A rip-roaring, snaky upper section that left racers in no doubt about what awaited them. Arms and poles flailed as skiers tried desperately to maintain equilibrium.
There was early drama as Germany's Dominik Schwaiger lost a ski in a crash, collided with the safety netting and came to a halt in the middle of the piste, writhing in pain with what appeared to be a nastily injured forearm.
He was evacuated by stretcher, while Austrian Daniel Hemetsberger screamed past the finish line with blood streaming from his nose and mouth.

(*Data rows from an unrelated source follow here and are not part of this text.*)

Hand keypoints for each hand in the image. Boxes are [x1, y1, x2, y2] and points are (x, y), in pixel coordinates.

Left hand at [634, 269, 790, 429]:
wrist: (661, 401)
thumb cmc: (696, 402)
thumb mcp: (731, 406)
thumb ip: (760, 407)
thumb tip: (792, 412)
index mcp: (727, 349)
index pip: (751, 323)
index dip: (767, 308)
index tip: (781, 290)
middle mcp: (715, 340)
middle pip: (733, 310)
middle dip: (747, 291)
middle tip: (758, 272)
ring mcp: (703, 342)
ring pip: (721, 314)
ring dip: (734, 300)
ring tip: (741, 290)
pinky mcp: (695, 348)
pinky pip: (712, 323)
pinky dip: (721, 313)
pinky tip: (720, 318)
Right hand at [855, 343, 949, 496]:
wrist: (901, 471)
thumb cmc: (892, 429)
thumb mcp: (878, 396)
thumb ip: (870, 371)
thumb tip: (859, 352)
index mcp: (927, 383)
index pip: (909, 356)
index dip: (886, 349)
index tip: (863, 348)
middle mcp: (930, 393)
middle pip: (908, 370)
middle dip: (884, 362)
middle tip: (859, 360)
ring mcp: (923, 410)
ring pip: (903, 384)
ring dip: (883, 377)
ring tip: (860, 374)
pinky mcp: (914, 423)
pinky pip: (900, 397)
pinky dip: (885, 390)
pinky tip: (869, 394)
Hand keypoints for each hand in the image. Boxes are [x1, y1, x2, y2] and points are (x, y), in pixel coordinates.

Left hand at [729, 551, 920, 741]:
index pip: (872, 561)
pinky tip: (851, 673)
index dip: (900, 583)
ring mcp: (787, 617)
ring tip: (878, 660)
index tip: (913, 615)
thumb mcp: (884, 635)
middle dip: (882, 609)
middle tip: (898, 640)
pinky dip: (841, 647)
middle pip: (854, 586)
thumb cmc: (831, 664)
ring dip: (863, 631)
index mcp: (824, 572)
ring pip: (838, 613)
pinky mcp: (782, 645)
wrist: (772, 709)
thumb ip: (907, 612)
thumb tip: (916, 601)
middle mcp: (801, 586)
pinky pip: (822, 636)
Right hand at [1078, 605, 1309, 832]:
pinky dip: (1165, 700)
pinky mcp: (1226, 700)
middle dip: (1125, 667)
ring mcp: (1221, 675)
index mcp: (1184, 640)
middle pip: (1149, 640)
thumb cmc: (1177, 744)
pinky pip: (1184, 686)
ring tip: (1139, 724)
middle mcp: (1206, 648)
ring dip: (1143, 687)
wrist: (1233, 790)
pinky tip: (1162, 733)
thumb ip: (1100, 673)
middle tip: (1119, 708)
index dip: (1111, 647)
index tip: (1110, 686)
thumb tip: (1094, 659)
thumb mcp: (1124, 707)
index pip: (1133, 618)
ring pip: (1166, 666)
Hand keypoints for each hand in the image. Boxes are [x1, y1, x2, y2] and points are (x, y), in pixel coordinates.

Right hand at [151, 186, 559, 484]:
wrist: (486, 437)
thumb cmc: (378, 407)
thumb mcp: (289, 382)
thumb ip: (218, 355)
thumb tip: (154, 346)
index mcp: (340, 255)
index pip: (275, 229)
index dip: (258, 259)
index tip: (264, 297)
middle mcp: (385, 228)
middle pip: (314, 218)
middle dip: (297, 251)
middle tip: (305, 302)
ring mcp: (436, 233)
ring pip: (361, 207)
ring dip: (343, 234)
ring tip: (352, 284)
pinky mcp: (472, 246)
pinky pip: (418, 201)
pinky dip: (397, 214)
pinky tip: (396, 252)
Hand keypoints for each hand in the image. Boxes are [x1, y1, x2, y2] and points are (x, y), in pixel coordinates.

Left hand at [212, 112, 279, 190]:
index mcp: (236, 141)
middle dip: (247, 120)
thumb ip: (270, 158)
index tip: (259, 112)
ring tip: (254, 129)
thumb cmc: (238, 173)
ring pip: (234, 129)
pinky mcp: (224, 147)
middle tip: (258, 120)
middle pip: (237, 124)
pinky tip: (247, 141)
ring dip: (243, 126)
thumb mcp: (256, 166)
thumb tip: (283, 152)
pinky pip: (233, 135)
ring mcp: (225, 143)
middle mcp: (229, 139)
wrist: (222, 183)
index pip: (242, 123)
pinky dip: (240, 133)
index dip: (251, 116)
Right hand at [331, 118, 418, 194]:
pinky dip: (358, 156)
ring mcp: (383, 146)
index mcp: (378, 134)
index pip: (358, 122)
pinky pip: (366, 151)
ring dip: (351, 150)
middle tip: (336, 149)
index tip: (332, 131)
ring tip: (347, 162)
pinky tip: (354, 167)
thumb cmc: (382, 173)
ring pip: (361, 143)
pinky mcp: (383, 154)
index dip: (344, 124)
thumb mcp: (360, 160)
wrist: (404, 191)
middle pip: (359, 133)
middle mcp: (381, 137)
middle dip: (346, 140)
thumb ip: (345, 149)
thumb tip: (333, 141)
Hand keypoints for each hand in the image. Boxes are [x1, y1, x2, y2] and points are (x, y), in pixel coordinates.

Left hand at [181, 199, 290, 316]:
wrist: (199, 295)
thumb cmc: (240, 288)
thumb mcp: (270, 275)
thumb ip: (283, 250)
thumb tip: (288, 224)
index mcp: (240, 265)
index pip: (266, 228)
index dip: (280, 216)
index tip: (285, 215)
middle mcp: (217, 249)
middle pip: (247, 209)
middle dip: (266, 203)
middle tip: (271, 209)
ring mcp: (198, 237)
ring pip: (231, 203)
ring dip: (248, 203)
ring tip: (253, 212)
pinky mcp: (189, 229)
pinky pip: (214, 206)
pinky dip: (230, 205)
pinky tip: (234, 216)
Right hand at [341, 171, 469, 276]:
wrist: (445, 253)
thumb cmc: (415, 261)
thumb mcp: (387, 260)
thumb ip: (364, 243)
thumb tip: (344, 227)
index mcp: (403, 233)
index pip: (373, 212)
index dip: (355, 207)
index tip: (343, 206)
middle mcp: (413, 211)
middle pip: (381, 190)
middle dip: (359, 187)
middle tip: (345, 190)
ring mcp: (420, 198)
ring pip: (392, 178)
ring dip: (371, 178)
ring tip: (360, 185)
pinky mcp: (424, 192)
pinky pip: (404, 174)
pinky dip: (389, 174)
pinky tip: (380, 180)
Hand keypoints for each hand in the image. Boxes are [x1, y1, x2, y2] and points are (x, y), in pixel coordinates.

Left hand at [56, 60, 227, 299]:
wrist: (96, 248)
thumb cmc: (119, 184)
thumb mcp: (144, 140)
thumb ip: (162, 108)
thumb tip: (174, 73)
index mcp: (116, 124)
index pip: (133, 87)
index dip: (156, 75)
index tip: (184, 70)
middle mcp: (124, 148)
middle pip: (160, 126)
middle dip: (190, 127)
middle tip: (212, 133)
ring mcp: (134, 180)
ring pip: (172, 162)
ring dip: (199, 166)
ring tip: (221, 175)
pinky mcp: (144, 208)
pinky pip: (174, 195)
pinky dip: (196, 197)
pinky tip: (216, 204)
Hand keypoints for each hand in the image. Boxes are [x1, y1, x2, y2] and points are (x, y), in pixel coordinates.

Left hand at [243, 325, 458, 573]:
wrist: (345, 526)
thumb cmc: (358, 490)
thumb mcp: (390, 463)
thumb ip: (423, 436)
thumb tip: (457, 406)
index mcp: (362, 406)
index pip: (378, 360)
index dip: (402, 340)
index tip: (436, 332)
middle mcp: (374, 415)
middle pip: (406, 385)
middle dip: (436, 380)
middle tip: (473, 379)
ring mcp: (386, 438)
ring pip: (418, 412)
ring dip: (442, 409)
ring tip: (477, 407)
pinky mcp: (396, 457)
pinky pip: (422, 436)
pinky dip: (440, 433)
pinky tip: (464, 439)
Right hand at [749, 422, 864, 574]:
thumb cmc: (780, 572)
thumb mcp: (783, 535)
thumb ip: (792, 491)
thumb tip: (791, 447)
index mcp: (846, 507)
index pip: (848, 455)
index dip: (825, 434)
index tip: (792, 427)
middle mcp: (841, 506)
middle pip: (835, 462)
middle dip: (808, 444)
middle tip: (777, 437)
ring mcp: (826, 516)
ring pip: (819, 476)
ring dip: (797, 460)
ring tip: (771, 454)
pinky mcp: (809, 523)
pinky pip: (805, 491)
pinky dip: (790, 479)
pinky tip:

Feuz made no such mistake, however. The sturdy Swiss racer who thrives on testing pistes like the Streif in Kitzbuehel was best at negotiating the 40 gates of the 3.1km-long course, fashioned from artificial snow in a barren mountainscape in Yanqing, north of Beijing.
Two World Cup races on the hill, in 2020 and 2021, were cancelled because of Covid-19 restrictions in China, meaning racers had little time for reconnaissance.
And it was the old heads that shone through.
Clarey's historic silver smashed the record for oldest Olympic medallist in alpine skiing that previously belonged to American Bode Miller, who won a super-G bronze in 2014 aged 36 years and 127 days.
"When you are a medallist, (whether) you are 20 or 41 it doesn't matter, it's just an Olympic medal," said Clarey. "Today I was fast. Not enough for the gold but silver is just my happiness."
Defending champion Aksel Lund Svindal, who earned Norway's first ever men’s downhill gold medal in 2018, retired from the sport in 2019.
Much weighed on the shoulders of Kilde in Svindal's absence, but he was even beaten by Canada's James Crawford.
"I had high expectations for sure. It's been a great season and in the Olympics, when you stand there as a favourite, you want to deliver," said Kilde, who will turn his attention to the super-G. "The Olympics are not over yet so I just have to keep on going."
World Cup overall leader Marco Odermatt of Switzerland finished seventh, at 0.71sec, behind Italy's Dominik Paris and ahead of Austria's current double world speed champion Vincent Kriechmayr.